My TeamName column does not reflect unique team names. Therefore, I have to find a way to identify unique teams through the unique RaterID & RateeID columns. My data consists of dyadic information within a team. Therefore, if a number in the RaterID column appears in the RateeID column, both people are in the same team. I am trying to create a unique team ID but the only way to distinguish between teams is when the RaterID also appears in the RateeID column. This is dyadic data collected in a round robin style within a team. I figured I could create a new column that combines the RaterID & RateeID then create a value (maybe using the rank function?) that would help me distinguish between teams. My data contains over 3000 teams so I thought I would first group_by team name then examine the dyads for commonality in order to create a new column that I could later paste with the TeamName to make a unique team ID. This is my first question on here, so hopefully I am articulating this well…
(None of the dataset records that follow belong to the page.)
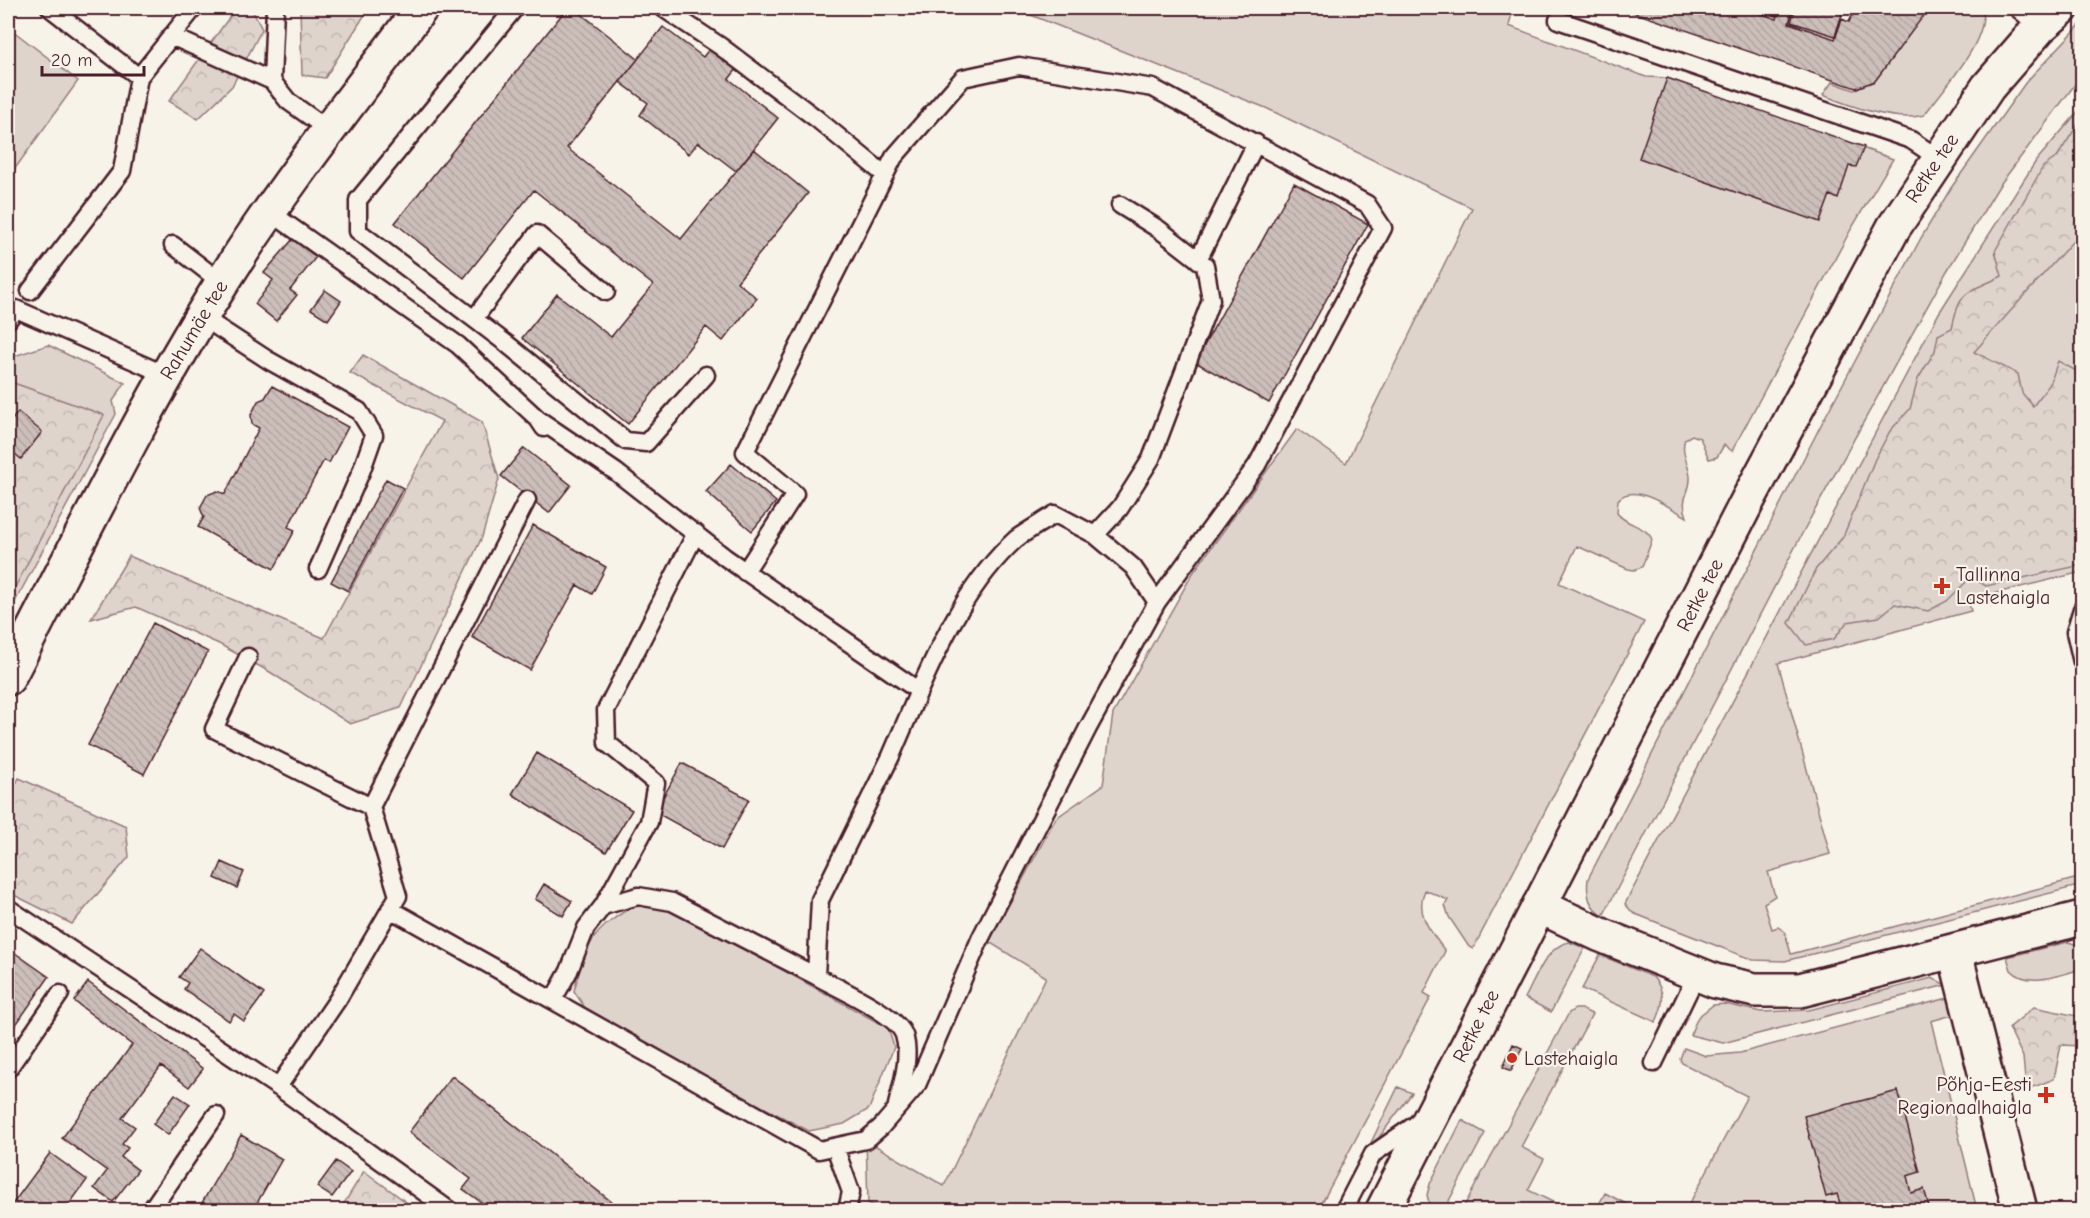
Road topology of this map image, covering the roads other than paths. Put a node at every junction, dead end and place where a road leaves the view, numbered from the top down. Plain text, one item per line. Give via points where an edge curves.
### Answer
1 (50, 8) edge
2 (194, 8) edge
3 (275, 8) edge
4 (421, 8) edge
5 (515, 8) edge
6 (663, 8) edge
7 (2040, 14) edge
8 (1558, 20) dead end
9 (171, 36) junction
10 (139, 77) junction
11 (272, 81) junction
12 (330, 131) junction
13 (1256, 143) junction
14 (1938, 158) junction
15 (885, 175) junction
16 (1120, 205) dead end
17 (270, 212) junction
18 (172, 245) dead end
19 (1198, 260) junction
20 (222, 283) junction
21 (30, 291) dead end
22 (606, 292) dead end
23 (202, 317) junction
24 (474, 319) junction
25 (8, 320) edge
26 (166, 375) junction
27 (706, 375) dead end
28 (538, 419) junction
29 (552, 441) dead end
30 (527, 500) dead end
31 (696, 533) junction
32 (1095, 535) junction
33 (318, 569) dead end
34 (745, 572) junction
35 (1157, 602) junction
36 (2082, 609) edge
37 (248, 657) dead end
38 (2082, 662) edge
39 (8, 678) edge
40 (919, 691) junction
41 (371, 807) junction
42 (603, 906) junction
43 (1539, 906) junction
44 (8, 908) edge
45 (390, 909) junction
46 (2082, 918) edge
47 (1955, 952) junction
48 (1697, 974) junction
49 (816, 976) junction
50 (60, 994) dead end
51 (553, 1000) junction
52 (1654, 1063) dead end
53 (8, 1069) edge
54 (278, 1087) junction
55 (897, 1108) junction
56 (1431, 1114) junction
57 (216, 1115) dead end
58 (836, 1147) junction
59 (151, 1210) edge
60 (450, 1210) edge
61 (847, 1210) edge
62 (1344, 1210) edge
63 (1383, 1210) edge
64 (2020, 1210) edge

1 - 10 lane
2 - 9 lane
3 - 11 lane
4 - 12 street, Rahumäe tee
5 - 24 lane via 358,200 358,231
6 - 15 lane via 817,119
7 - 14 street, Retke tee
8 - 14 lane via 1911,140
9 - 10 lane
9 - 11 lane
10 - 21 lane via 122,171
11 - 12 lane via 288,101
12 - 17 street, Rahumäe tee
13 - 15 lane via 1153,88 1020,66 963,78 894,157
13 - 19 lane
13 - 35 lane via 1367,204 1383,228 1257,465
14 - 43 street, Retke tee via 1846,314
15 - 34 lane via 745,452 795,494
16 - 19 lane
17 - 20 street, Rahumäe tee
17 - 28 lane via 458,345
18 - 20 lane
19 - 32 lane via 1204,265 1211,300 1184,375 1151,459 1120,508
20 - 23 street, Rahumäe tee
22 - 24 lane via 537,234
23 - 26 street, Rahumäe tee
23 - 33 lane via 359,411 374,435
24 - 27 lane via 626,441 646,443
25 - 26 lane via 16,309
26 - 39 street, Rahumäe tee
28 - 29 lane
28 - 31 lane
30 - 41 lane
31 - 34 lane
31 - 42 lane via 606,710 607,743 656,783 649,822
32 - 35 lane via 1133,567
32 - 40 lane via 1055,514 1017,539 976,585 940,642
34 - 40 lane
35 - 55 lane via 981,937 917,1084
36 - 38 lane via 2075,632
37 - 41 lane via 214,729
40 - 49 lane via 820,900
41 - 45 lane via 398,896
42 - 49 lane via 638,896 672,902
42 - 51 lane via 586,928
43 - 48 street
43 - 56 street, Retke tee
44 - 54 lane
45 - 51 lane
45 - 54 lane via 338,999
46 - 47 street
47 - 48 street via 1800,990 1755,990
47 - 64 street
48 - 52 lane
49 - 55 lane via 893,1020 904,1035 906,1066
50 - 53 lane
51 - 58 lane via 819,1150
54 - 60 lane
55 - 58 lane via 866,1140
56 - 62 lane via 1373,1154
56 - 63 street, Retke tee
57 - 59 lane
58 - 61 lane via 851,1192

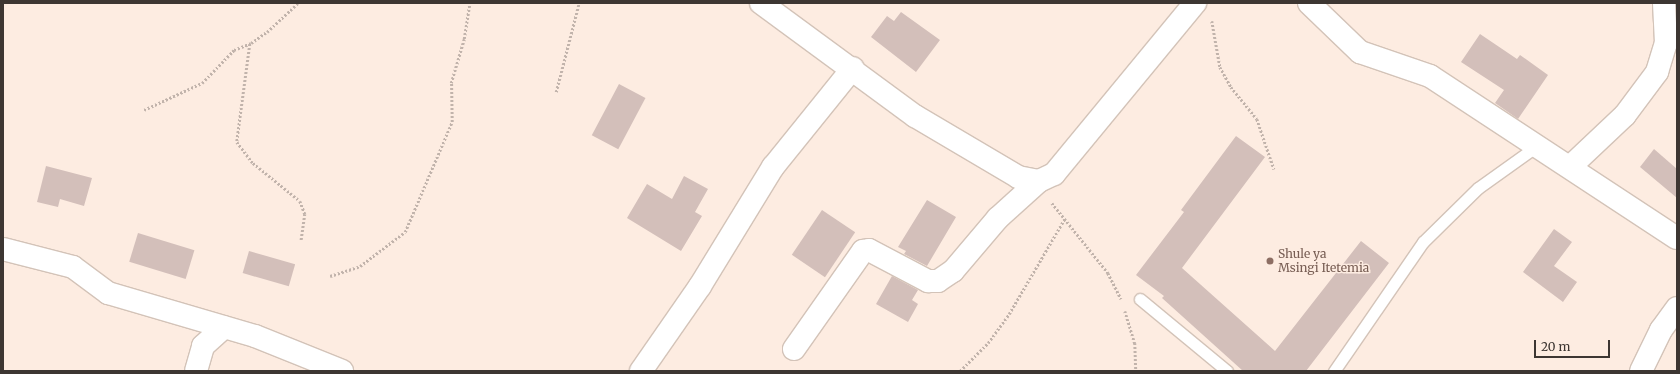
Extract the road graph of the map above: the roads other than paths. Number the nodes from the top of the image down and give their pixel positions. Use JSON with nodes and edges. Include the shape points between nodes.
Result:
{"nodes":[{"id":1,"x":761,"y":3,"type":"edge"},
{"id":2,"x":1195,"y":3,"type":"edge"},
{"id":3,"x":1308,"y":3,"type":"edge"},
{"id":4,"x":1664,"y":3,"type":"edge"},
{"id":5,"x":853,"y":68,"type":"junction"},
{"id":6,"x":1538,"y":145,"type":"junction"},
{"id":7,"x":1571,"y":166,"type":"junction"},
{"id":8,"x":1037,"y":183,"type":"junction"},
{"id":9,"x":1677,"y":238,"type":"edge"},
{"id":10,"x":3,"y":249,"type":"edge"},
{"id":11,"x":1140,"y":299,"type":"dead end"},
{"id":12,"x":1677,"y":308,"type":"edge"},
{"id":13,"x":224,"y":327,"type":"junction"},
{"id":14,"x":794,"y":349,"type":"dead end"},
{"id":15,"x":196,"y":371,"type":"edge"},
{"id":16,"x":342,"y":371,"type":"edge"},
{"id":17,"x":640,"y":371,"type":"edge"},
{"id":18,"x":1227,"y":371,"type":"edge"},
{"id":19,"x":1334,"y":371,"type":"edge"},
{"id":20,"x":1641,"y":371,"type":"edge"}],
"edges":[{"from":1,"to":5,"type":"street"},
{"from":2,"to":8,"type":"street","via":[[1054,174]]},
{"from":3,"to":6,"type":"street","via":[[1360,52],[1430,76]]},
{"from":4,"to":7,"type":"street","via":[[1666,43],[1657,72],[1625,115]]},
{"from":5,"to":8,"type":"street","via":[[915,116],[1018,177]]},
{"from":5,"to":17,"type":"street","via":[[773,167],[700,286]]},
{"from":6,"to":7,"type":"street"},
{"from":6,"to":19,"type":"lane","via":[[1478,188],[1423,242]]},
{"from":7,"to":9,"type":"street"},
{"from":8,"to":14,"type":"street","via":[[998,218],[953,272],[938,281],[928,281],[869,250],[863,251]]},
{"from":10,"to":13,"type":"street","via":[[74,267],[108,293]]},
{"from":11,"to":18,"type":"lane"},
{"from":12,"to":20,"type":"street","via":[[1661,330]]},
{"from":13,"to":15,"type":"street","via":[[203,346]]},
{"from":13,"to":16,"type":"street","via":[[255,336]]}]}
I am new to r and have no idea what to try...
df<-data.frame(RaterID = c(1, 1, 1, 2, 2, 2, 3, 3, 3, 5, 5, 6, 6, 8, 8, 9, 9, 10, 10), RateeID = c(2, 3, 4, 1, 3, 4, 1, 2, 4, 6, 7, 5, 7, 9, 10, 8, 10, 8, 9), TeamName = c('A', 'A', 'A', 'A', 'A', 'A', 'A', 'A', 'A', 'A', 'A', 'A', 'A', 'B', 'B', 'B', 'B', 'B', 'B'))
group by TeamName to ease calculating unique team ID for a big data
library(dplyr) df %>% group_by (TeamName)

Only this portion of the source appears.